Assigned task: Please go over the material below and count each line with the string "roads", giving only the total.

================

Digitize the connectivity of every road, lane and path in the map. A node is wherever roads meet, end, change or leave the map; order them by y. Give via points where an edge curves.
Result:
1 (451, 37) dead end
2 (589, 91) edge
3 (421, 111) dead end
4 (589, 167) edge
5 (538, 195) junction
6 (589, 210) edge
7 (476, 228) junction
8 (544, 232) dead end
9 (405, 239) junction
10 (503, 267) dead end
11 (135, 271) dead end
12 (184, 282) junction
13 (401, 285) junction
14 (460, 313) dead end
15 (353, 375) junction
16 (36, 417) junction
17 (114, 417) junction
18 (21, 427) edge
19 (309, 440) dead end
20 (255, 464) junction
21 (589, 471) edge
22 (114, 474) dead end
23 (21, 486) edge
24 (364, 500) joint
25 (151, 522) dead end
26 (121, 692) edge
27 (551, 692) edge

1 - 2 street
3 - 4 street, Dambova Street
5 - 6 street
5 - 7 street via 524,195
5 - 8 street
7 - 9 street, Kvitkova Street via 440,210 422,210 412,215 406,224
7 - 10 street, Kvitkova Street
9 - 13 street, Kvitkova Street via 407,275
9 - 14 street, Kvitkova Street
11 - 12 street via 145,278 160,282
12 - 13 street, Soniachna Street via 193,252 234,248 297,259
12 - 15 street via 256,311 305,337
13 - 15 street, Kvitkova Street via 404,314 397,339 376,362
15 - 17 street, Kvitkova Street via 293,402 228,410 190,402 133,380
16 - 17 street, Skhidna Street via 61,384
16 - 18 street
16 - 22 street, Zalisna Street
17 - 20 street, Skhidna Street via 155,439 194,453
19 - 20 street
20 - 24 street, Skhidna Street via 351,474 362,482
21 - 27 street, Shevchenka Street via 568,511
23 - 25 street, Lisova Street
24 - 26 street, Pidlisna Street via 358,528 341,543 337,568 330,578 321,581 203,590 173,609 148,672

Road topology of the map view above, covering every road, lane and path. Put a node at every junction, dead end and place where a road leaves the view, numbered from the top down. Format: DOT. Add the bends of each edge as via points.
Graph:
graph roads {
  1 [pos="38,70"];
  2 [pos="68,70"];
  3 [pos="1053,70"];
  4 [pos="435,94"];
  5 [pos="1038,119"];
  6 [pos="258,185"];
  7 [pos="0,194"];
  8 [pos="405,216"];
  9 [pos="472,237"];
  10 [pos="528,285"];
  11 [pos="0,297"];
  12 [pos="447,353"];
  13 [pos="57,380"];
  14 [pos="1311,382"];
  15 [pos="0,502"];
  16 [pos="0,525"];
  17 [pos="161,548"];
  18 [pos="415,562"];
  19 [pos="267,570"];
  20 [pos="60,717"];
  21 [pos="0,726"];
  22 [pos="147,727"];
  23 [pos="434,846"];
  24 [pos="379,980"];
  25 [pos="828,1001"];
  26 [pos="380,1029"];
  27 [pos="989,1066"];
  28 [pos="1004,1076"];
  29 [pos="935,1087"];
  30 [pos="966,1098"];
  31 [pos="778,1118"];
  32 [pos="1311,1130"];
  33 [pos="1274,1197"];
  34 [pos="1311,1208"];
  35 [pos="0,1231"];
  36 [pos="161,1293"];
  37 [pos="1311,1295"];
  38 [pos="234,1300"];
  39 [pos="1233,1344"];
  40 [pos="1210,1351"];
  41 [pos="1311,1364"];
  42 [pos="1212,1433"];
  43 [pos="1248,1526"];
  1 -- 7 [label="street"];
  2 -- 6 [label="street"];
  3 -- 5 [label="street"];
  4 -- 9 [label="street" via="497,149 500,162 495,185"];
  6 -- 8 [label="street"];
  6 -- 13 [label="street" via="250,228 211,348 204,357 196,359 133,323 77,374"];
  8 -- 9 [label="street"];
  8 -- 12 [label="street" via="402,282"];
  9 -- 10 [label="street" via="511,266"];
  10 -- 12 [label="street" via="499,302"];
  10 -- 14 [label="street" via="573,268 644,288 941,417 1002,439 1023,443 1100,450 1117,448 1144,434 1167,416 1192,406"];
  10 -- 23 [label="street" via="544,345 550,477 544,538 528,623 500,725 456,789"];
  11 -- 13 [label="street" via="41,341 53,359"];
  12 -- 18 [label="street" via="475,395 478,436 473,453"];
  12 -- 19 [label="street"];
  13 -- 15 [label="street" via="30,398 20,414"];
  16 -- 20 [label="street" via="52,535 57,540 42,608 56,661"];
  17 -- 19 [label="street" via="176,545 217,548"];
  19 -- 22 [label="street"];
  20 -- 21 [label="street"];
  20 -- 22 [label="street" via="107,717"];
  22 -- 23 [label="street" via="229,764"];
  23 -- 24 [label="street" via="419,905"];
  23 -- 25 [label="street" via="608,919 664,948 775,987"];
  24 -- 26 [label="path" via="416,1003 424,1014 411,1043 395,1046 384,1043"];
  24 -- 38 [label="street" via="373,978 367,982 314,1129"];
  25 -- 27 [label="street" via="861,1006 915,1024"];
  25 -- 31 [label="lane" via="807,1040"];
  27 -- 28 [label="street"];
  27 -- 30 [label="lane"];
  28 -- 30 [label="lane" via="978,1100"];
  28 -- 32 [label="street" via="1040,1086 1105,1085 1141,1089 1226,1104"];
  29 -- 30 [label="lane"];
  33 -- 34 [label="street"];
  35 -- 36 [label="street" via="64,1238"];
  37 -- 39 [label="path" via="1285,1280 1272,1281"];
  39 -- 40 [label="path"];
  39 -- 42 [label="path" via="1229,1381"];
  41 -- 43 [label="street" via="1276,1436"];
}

================

Answer area: 2